Sleepyblueocean · 20/03/2021 07:00

If you think parents in the past didn't try to control what their children in their early twenties did, you are mistaken. My mum who is in her 70's could give you some stories.

user1487194234 · 20/03/2021 07:09

I will support mine for the rest of my life but I don’t try and control them and NEVER interfere in their lives/decisions

EggscellentEggplant · 20/03/2021 07:18

I think its because there is a general expectation these days that every 18 year old should go to uni (my high school certainly really pushed this). In which case they can't really start saving or looking for a serious job (which may take ages to find because they are looking for something to do with their degree) until at least 21. I didn't go to uni, moved out to rent at 18 when I had my 'proper' full time job and I bought my first house at 22. I felt I was alot more grown up and savvy that way than my friends that all messed around in the uni environment getting drunk and stayed years behind me in terms of life stages.

DifficultBloodyWoman · 20/03/2021 07:18

Well, I have a 30 year old step daughter with children of her own who still hasn’t figured out how to pay her bills or budget.

We were helping her do some work on her house and her dad took her to the shops.
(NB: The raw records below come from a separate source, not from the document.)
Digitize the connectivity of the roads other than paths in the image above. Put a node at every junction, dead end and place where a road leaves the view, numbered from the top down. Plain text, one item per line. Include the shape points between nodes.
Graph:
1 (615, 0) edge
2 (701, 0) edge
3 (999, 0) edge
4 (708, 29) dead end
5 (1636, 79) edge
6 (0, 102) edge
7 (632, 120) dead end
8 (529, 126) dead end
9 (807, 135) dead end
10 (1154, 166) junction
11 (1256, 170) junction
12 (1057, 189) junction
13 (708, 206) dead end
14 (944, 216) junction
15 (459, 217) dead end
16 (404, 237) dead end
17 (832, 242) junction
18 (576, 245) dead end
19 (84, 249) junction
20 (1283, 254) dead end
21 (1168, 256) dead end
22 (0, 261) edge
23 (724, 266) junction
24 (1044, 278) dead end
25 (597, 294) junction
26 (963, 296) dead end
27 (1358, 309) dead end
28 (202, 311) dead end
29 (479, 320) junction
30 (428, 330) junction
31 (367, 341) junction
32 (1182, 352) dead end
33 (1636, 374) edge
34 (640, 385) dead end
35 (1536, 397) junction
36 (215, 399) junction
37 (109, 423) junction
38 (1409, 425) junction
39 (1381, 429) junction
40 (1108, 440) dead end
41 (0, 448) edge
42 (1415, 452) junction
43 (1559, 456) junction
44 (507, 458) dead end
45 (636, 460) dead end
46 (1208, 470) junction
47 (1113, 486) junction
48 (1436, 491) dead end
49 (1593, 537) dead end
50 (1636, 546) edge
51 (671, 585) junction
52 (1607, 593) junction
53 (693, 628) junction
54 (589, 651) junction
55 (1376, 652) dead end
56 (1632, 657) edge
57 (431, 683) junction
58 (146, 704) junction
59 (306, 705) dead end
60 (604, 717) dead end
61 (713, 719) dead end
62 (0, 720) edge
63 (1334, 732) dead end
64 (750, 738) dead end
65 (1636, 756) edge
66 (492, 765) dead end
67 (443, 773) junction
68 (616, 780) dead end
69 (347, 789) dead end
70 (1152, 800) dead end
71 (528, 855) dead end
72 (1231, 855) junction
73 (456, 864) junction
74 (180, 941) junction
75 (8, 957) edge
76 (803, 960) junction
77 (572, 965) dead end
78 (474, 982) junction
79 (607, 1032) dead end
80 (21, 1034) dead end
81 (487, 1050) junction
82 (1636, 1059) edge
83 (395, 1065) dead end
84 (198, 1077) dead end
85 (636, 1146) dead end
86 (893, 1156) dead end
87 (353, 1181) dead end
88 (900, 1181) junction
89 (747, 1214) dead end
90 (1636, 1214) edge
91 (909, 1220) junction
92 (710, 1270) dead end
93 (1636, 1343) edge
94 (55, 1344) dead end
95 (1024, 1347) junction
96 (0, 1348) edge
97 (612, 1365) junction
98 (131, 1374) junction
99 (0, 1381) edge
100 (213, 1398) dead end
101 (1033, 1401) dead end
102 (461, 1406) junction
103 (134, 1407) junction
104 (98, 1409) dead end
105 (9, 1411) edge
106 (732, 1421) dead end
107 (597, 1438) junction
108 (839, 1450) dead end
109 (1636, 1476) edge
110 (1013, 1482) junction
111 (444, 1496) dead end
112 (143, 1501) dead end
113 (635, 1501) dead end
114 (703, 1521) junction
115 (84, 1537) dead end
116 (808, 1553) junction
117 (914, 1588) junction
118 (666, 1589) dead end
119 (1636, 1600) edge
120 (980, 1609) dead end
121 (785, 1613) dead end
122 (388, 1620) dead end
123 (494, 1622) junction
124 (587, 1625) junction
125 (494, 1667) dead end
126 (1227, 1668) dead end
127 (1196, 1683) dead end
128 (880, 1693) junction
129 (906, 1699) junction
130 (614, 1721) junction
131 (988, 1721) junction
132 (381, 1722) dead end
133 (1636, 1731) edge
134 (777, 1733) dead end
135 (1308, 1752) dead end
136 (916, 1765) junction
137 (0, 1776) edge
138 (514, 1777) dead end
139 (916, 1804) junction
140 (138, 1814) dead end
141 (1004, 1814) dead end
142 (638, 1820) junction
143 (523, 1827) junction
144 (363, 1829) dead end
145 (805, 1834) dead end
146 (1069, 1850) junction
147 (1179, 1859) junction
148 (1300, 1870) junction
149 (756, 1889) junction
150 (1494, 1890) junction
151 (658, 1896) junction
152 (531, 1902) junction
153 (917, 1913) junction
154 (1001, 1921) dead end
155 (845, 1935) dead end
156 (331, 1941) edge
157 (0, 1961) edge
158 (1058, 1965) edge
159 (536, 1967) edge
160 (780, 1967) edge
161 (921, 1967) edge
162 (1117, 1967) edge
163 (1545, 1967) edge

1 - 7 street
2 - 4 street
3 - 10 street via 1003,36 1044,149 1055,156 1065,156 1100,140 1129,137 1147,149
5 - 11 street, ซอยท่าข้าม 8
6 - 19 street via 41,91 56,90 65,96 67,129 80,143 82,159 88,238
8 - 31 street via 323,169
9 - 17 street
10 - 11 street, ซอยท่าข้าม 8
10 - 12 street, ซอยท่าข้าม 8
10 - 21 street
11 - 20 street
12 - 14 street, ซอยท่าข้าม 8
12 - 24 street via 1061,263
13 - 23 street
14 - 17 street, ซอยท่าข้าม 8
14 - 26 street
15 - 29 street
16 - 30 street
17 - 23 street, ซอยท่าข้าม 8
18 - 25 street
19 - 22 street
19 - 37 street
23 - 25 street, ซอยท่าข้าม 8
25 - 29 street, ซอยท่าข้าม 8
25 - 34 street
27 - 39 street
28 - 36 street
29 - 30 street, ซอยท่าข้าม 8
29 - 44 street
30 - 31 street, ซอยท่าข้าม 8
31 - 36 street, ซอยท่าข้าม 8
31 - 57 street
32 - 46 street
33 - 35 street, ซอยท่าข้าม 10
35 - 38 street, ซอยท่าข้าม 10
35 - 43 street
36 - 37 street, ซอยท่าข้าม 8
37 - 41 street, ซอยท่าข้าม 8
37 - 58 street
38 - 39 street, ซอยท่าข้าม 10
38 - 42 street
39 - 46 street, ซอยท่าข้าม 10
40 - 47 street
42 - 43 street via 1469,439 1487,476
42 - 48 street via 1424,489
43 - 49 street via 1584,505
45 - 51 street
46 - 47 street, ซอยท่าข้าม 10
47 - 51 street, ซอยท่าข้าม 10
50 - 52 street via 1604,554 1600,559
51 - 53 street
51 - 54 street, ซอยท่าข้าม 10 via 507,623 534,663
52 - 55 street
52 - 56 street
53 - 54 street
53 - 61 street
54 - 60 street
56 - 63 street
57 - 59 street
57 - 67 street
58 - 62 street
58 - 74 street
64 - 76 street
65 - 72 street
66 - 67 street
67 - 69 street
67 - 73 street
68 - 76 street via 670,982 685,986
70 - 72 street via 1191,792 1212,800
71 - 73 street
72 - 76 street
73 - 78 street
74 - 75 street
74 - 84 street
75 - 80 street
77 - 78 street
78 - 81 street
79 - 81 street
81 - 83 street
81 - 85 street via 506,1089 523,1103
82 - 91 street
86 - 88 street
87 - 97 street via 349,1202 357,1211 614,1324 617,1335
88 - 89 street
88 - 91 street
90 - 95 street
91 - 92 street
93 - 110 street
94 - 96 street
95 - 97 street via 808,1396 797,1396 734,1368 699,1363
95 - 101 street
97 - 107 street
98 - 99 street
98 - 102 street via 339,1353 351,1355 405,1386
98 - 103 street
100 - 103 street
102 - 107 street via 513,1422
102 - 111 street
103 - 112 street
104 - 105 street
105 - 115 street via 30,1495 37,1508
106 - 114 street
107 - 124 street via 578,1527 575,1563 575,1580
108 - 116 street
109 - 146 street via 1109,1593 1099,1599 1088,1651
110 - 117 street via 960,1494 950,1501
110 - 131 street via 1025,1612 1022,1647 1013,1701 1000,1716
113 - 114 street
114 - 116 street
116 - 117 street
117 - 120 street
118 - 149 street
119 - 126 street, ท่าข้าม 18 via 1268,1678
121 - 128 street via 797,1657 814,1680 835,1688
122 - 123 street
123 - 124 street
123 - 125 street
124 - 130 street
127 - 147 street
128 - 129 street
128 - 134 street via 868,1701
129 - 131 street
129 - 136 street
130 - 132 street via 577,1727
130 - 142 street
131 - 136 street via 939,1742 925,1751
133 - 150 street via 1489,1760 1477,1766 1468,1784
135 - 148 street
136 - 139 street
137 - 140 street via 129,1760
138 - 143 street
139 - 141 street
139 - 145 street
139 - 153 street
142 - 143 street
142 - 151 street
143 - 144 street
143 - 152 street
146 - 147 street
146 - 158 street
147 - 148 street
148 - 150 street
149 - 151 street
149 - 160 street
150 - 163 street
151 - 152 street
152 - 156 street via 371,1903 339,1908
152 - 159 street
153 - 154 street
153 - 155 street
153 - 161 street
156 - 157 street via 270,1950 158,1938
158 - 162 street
She asked if she need to bring anything and I said her ours. Her dad said her purse. They got to the check out and she said she hadn’t brought her purse as she couldn’t afford it. Her dad made her put it back on the shelves and left.

Later that day, she pulled her brother aside and asked why her dad didn’t buy her stuff anymore. Her (younger) brother pointed out that she was of an age that she is expected to provide for herself and her own family. 😯. I’m still mot sure that has sunk in to her yet.